Adaptant avec Blue Moon une pièce mettant en scène Lorenz Hart (formidable Ethan Hawke) le soir de la première triomphale d’Oklahoma!, composé par son ancien partenaire Richard Rodgers, Linklater donne au métier de parolier un tour existentiel. S’enivrant d’alcool et de paroles incisives, Hartz, déclinant petit homme (la mise en scène joue des contrastes physiques), manie le langage comme l’instrument jouissif d’une inflation imaginaire. Si l’abattage linklaterien contraste avec le tempo hongien aéré, les films trouvent chacun une harmonie complexe : le premier est à la fois plus comique et plus mordant que ses précédents, et Blue Moon aussi savoureux que mélancolique.

Traversées présentes et futures

El Mensaje, de l’Argentin Iván Fund (Prix du jury), privilégie le silence. Appuyé sur le don télépathique permettant à la jeune Anika de communiquer avec les animaux, la grâce du film tient au parti pris de résorber tout questionnement sur la vérité de ce pouvoir et sur le passé des protagonistes qui en font commerce pour s’en tenir à l’observation de l’itinérance quotidienne du trio formé par Anika, sa mère et son beau-père. Dans un rapport ambivalent à son titre, El Mensaje creuse le lien des individus aux autres (humains et non-humains), alliant recherche de sens et sensibilité aux formes pures (à l’image d’une danse lumineuse d’insectes), profondeur de l’invisible et immanence des corps. The Blue Trail de Gabriel Mascaro (Grand Prix du jury) propose aussi une autre trajectoire mâtinée de fantastique, mais moins épurée. Le regard porté sur la fuite de la septuagénaire Tereza le long de l’Amazone est plus haut en couleur. De lavage en massage, jusqu’à une danse avec une autre aînée et amie, il séduit par son attachement désirant au corps. En situant son action dans un futur dystopique mais pas si lointain où le gouvernement brésilien décide du déplacement des personnes de plus de 75 ans dans des « colonies », il apporte également un élan politique rassérénant. Laissant derrière soi travail et famille, Tereza contraste avec le trentenaire d’Ari de Léonor Serraille dont l’anxiété face à l’état du monde trouve une réponse dans la paternité. Quitte à se pencher sur le désespérant état du monde, autant en rire. Kontinental’25 de Radu Jude (lire Cahiers no 816), mise à jour d’Europe 51, scrute la crise d’une huissière, Orsulya, après le suicide d’un homme exproprié. Contrairement à ce qui se passe chez Rossellini, la conscience de la déshumanisation et d’un nationalisme ambiant échoue ici à transformer le personnage. Dans un enchaînement de rencontres en longs plans fixes, Orsulya se cherche à travers des discussions qui tournent à vide.

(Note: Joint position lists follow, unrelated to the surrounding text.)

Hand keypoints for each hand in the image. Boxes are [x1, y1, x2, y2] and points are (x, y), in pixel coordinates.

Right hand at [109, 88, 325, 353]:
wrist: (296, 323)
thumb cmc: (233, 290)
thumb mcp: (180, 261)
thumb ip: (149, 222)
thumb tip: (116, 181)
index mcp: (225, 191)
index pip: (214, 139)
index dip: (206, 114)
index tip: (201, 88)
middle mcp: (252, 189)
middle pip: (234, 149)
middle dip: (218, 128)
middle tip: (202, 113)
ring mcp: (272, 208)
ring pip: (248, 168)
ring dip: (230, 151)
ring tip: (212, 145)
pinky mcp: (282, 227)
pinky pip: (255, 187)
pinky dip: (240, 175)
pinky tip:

S’il ne faut pas trop attendre de la fin du monde, c’est que les individus ont définitivement perdu le sens de l’histoire, que le cinéaste laisse pourtant transparaître dans les vues de la ville transylvaine de Cluj qui ponctuent son film, montrant la violente métamorphose urbaine en cours et la coexistence des époques. Kontinental 25 se compose en pot-pourri lucide où se nouent l’immobilier, la politique et la morale.

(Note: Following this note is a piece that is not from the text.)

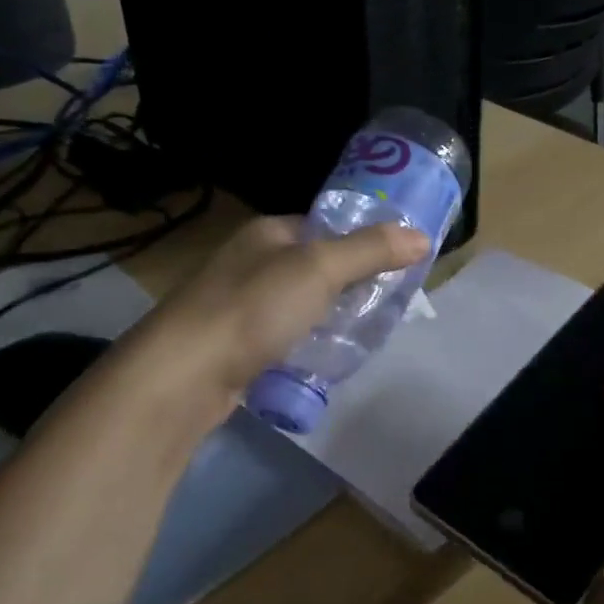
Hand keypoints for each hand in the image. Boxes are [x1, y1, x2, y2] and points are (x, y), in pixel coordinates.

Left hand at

À la veille d’élections allemandes marquées par une avancée de l’extrême droite, le festivalier a pu se tourner vers quelques documentaires des sections parallèles pour mieux appréhender les racines de ce contexte national. Entre archives et présent, le split-screen de Pride & Attitude de Gerd Kroske ausculte ainsi une cicatrice historique : les paroles de femmes de l’ex-RDA employées dans les industries minières et chimiques évoquent le tournant de la réunification, la fierté pionnière et l’imaginaire du progrès collectif heurtés par le chômage et la division. En accompagnant pendant quatre ans les familles des victimes de crimes racistes commis à Hanau en 2020, Das Deutsche Volk de Marcin Wierzchowski confronte le besoin de transmission d’une mémoire et de valeurs (notamment par la construction d’un monument) à la retenue des institutions juridiques et politiques. Soucieuses de ménager les responsables en place et les électeurs, celles-ci s’adaptent au statu quo plutôt que d’assumer de justes décisions. De quoi se rappeler que la politique, affaire de parole, relève aussi de la manière dont on se saisit en actes d’un espace et d’un temps, que ce soit dans un film, un festival, ou dans le réel. Espérons donc que la prochaine Berlinale, selon les mots de Radu Jude, «ne s’ouvre pas sur Le Triomphe de la volonté ».